Water law is critical to agricultural growing operations. If you are a marijuana growing operation, the challenge of locating usable water can be difficult because of federal laws surrounding marijuana. Washington State legalized marijuana in 2012 with Initiative 502 which allows the growing, possession, delivery and sale of marijuana to people over 21. Washington is not alone in legalizing marijuana at the state level, but marijuana remains illegal federally.
The Controlled Substance Act, a federal law, lists marijuana as a Schedule I drug — meaning that marijuana has no acceptable medical use and a high potential for abuse. Essentially, this means that marijuana cannot be used recreationally or medicinally in the eyes of the federal government and is illegal.
Access to water for Washington’s marijuana growers may seem like a state issue, however the federal government still has a say in how water is used if the water is within the purview of a federal project. The Bureau of Reclamation (Reclamation), a federal agency under the Department of the Interior, controls certain waters within Washington State. Specifically, Reclamation has several large projects in Eastern Washington, including the Columbia Basin Project, the Okanogan Project, the Spokane Valley Project and the Yakima Basin Project. These projects were designed to provide a more reliable source of water for irrigation. Because the dams, reservoirs and irrigation canals that help facilitate irrigation are managed in whole or in part by a federal agency, the waters and infrastructure within the project are subject to federal law. These large federal projects ensure that federal laws apply in a big way over large portions of Washington’s water, with the Columbia Basin Project water alone serving approximately 671,000 acres of land. Washington State law will not govern whether Reclamation, or the irrigation districts it contracts with, will provide water for marijuana cultivation.
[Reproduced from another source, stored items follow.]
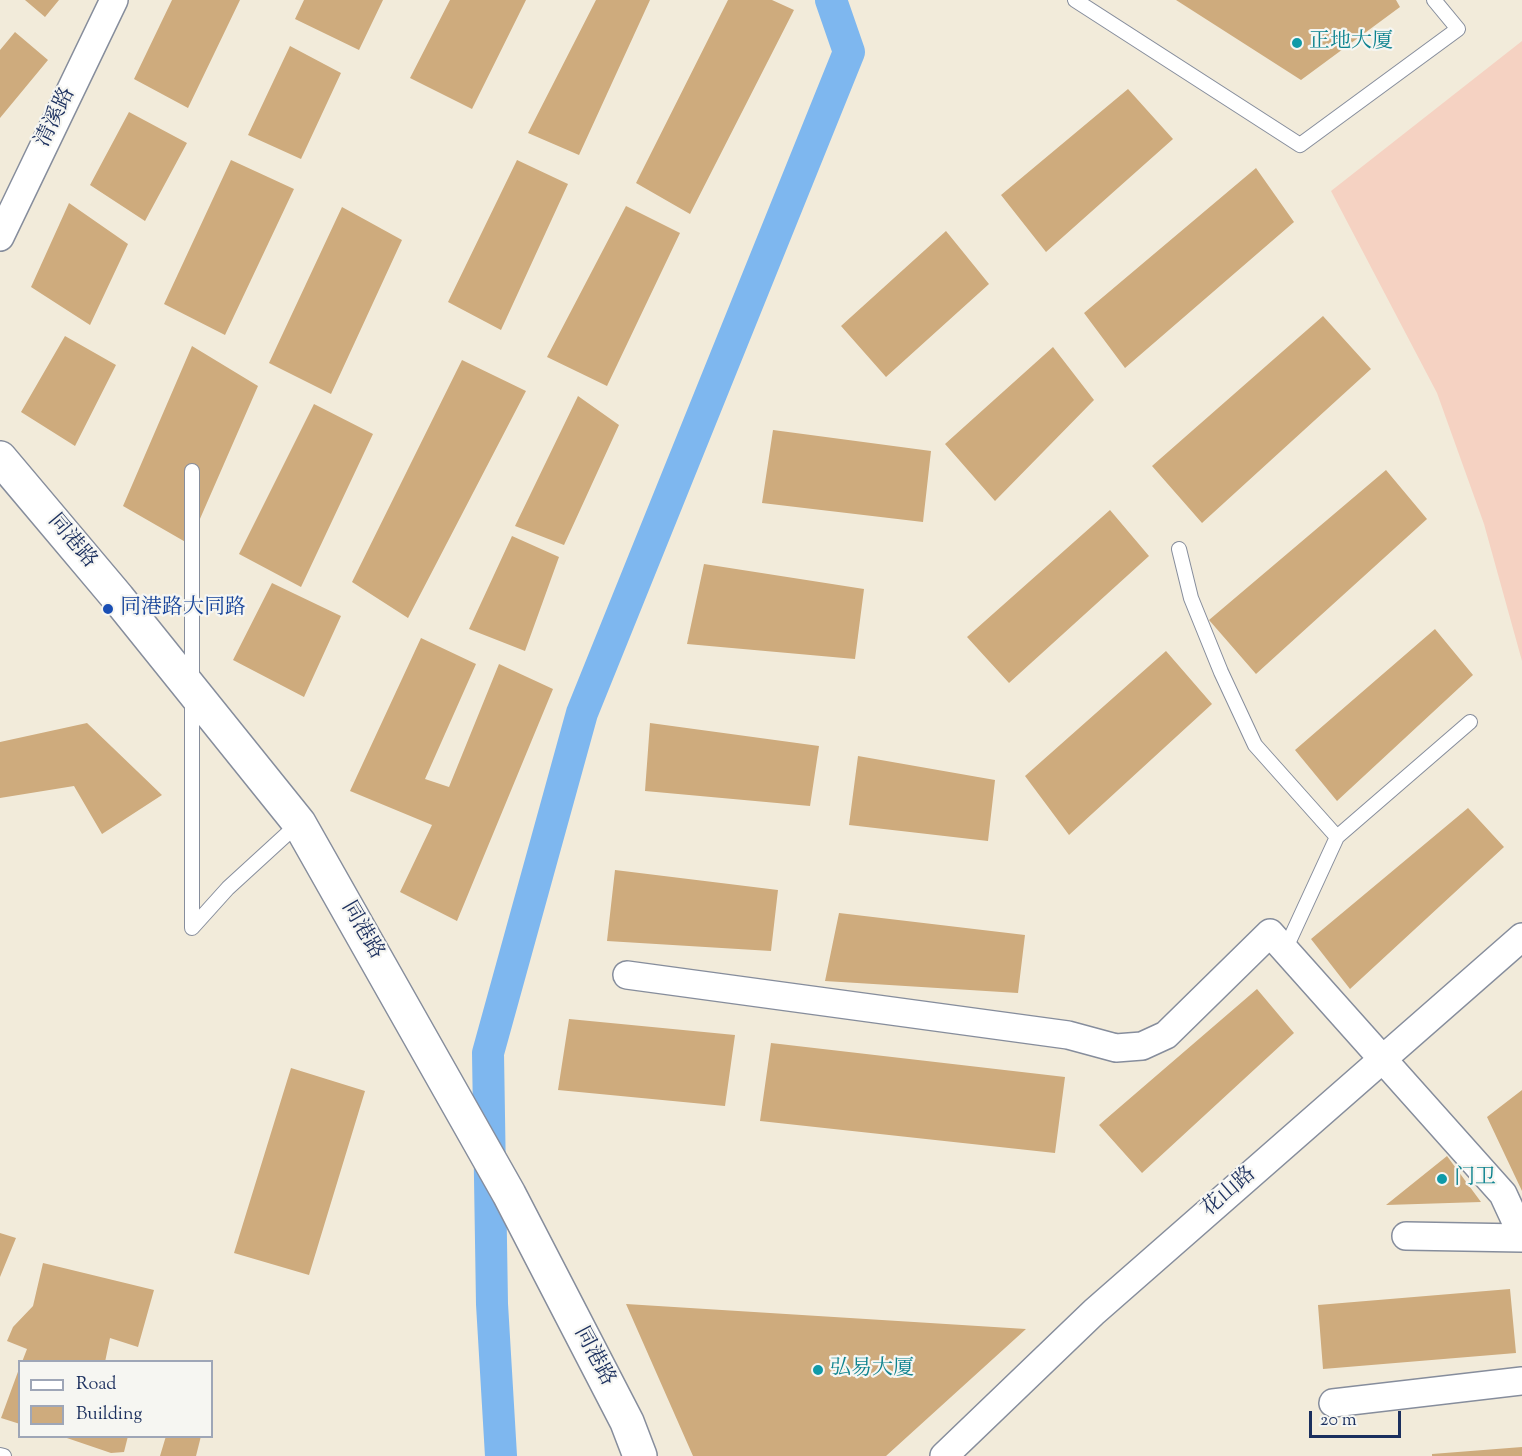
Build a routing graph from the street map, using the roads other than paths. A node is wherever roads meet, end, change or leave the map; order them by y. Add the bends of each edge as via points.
1 (114, 0) edge
2 (1075, 0) edge
3 (1434, 0) edge
4 (0, 237) edge
5 (0, 458) edge
6 (192, 471) dead end
7 (1179, 549) dead end
8 (192, 690) junction
9 (1470, 722) dead end
10 (299, 823) junction
11 (1337, 837) junction
12 (1522, 937) edge
13 (1286, 950) junction
14 (627, 975) dead end
15 (1383, 1058) junction
16 (1406, 1236) dead end
17 (1522, 1237) edge
18 (1522, 1381) edge
19 (1333, 1403) dead end
20 (640, 1456) edge
21 (944, 1456) edge

1 - 4 street, 清溪路
2 - 3 lane via 1300,145 1458,29
5 - 8 street, 同港路
6 - 8 lane
7 - 11 lane via 1191,598 1255,745
8 - 10 street, 同港路
8 - 10 lane via 192,928 228,888
9 - 11 lane
10 - 20 street, 同港路 via 508,1194 627,1422
11 - 13 lane
12 - 15 street, 花山路
13 - 14 street via 1270,933 1166,1035 1142,1046 1116,1048 1068,1035
13 - 15 street
15 - 17 street via 1503,1194
15 - 21 street, 花山路 via 1094,1312
16 - 17 street
18 - 19 street

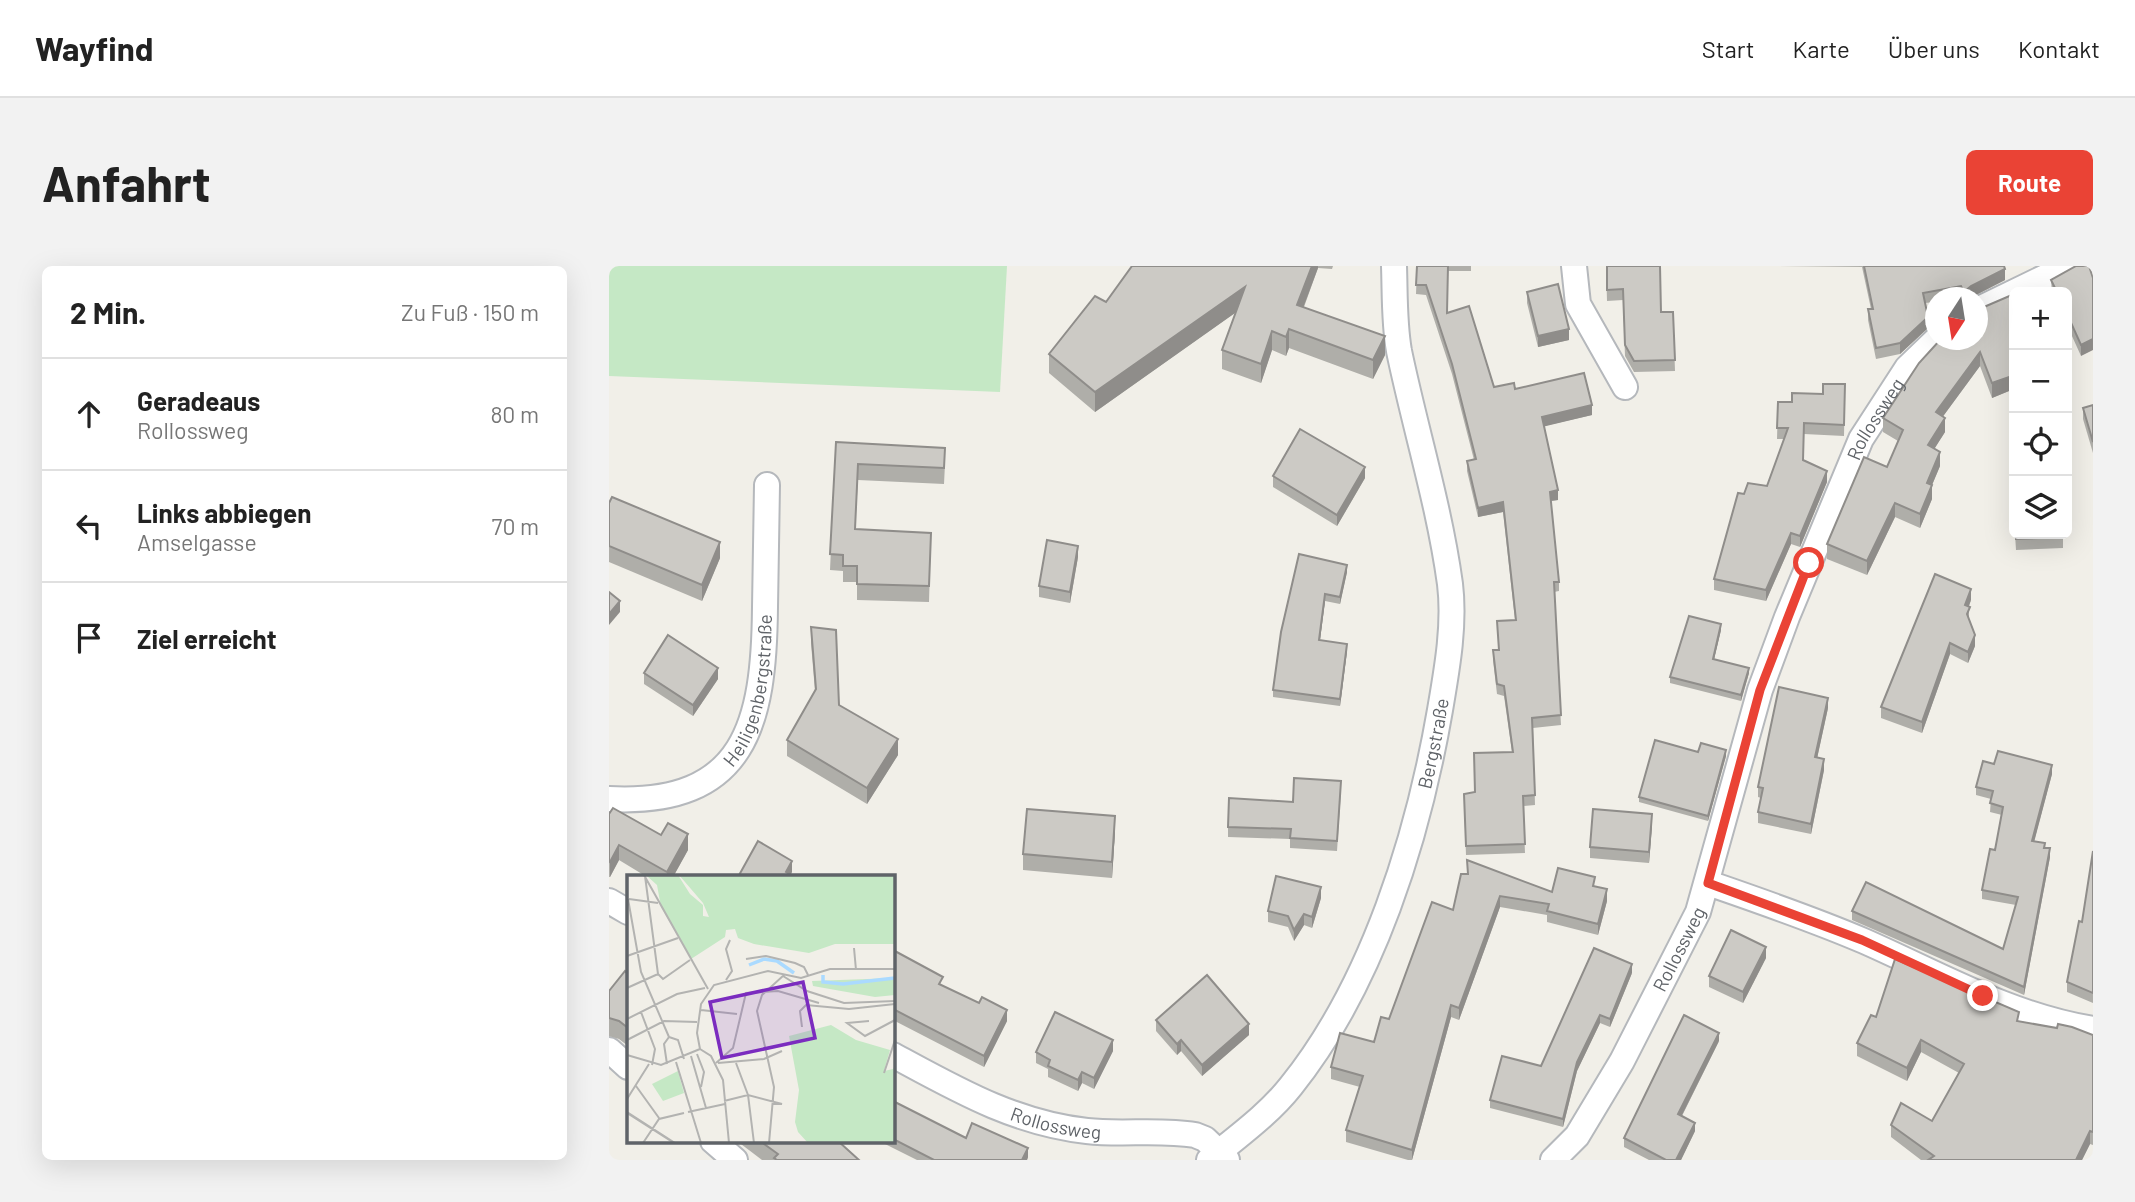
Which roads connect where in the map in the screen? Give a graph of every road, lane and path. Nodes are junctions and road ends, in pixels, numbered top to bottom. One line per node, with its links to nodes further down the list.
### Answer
1 (1394, 266): 17 (street, Bergstraße)
2 (1574, 266): 6 (street)
3 (2069, 266): 4 (street)
4 (1988, 305)
5 (1926, 350): 9 (street, Rollossweg)
6 (1625, 387)
7 (767, 485): 8 (street, Heiligenbergstraße)
8 (609, 799)
9 (1708, 883): 12 (street); 19 (street, Rollossweg)
10 (609, 901): 11 (street)
11 (627, 911)
12 (2093, 1029)
13 (609, 1051): 15 (street)
14 (894, 1056): 17 (street, Rollossweg)
15 (627, 1066)
16 (714, 1142): 18 (street)
17 (1218, 1157)
18 (734, 1160)
19 (1553, 1160)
Reclamation sent out a temporary release regarding its policy on the Use of Reclamation Water or Facilities for Activities Prohibited by the Controlled Substances Act in 2014. The release provides, “Reclamation will not approve use of Reclamation facilities or water in the cultivation of marijuana that is prohibited under the [Controlled Substance Act] and not within an exception or exemption established by federal law.” To enforce this policy, Reclamation has stated that it will notify the Department of Justice if an irrigator is using reclamation water for marijuana cultivation. Irrigation districts that contract with Reclamation must comply with Reclamation’s policies to not violate their contract. Where the federal government has oversight of an irrigation district, marijuana cultivators may not use the water for their crops.
Currently, water for marijuana growth may be obtained from a water district, an irrigation district, a permit exempt well, or a state water right with the caveat that that the water is outside the purview of a federal project. If a marijuana cultivator is looking to set up growing operations around Reclamation projects, it will need to ensure that state, not federal, water is available for its desired use.
Many cities have enacted local ordinances related to marijuana operations, so check local laws to see if water is available for marijuana use in your area. Marijuana cultivators can access water from a water utility or irrigation district as long as it does not contract with the federal government. If you are a marijuana operation that is outside the limits of a water utility or irrigation district, then you might use a permit exempt well under an industrial or agricultural use exemption as long as your water use is less than 5,000 gallons per day. However, that invokes the Hirst Supreme Court decision which is a topic for another day. Marijuana operations that do not have access to an irrigation district and require more than 5,000 gallons of water per day will need to apply for a new water right or purchase an existing right.